* ACTIVITY
Determine how many lines of this material contain "Avenue". Give only the number.

* ENTRIES PROVIDED
________

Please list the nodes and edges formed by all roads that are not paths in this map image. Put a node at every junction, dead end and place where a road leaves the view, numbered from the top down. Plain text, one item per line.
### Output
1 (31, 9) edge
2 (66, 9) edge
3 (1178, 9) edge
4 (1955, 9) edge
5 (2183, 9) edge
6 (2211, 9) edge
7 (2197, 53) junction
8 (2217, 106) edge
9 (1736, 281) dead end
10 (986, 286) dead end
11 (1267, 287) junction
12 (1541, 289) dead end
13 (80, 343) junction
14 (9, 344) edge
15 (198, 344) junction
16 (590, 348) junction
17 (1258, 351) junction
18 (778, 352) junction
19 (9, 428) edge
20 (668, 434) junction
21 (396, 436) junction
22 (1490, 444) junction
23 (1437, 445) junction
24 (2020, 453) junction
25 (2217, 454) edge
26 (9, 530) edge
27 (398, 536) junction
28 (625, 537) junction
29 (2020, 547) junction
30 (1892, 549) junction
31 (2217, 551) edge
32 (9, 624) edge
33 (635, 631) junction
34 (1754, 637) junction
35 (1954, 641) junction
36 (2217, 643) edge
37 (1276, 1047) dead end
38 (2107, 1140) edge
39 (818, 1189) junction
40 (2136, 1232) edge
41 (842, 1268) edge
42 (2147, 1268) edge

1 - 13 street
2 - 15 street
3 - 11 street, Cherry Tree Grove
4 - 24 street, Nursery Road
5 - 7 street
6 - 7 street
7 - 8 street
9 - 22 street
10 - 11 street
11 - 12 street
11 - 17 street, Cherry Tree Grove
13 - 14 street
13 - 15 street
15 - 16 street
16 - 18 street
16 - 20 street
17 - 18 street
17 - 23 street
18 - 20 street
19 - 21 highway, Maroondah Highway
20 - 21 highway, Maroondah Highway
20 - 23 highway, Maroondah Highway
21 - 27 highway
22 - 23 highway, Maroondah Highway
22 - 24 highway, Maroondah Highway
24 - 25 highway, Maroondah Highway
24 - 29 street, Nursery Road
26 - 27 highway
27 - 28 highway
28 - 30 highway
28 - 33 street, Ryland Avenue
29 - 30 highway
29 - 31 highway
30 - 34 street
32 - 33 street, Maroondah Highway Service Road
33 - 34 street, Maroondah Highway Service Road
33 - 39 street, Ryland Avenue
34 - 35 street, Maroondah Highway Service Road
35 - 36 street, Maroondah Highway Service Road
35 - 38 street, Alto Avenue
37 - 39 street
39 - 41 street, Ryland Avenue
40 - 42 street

________

* SOLVED PROBLEM
4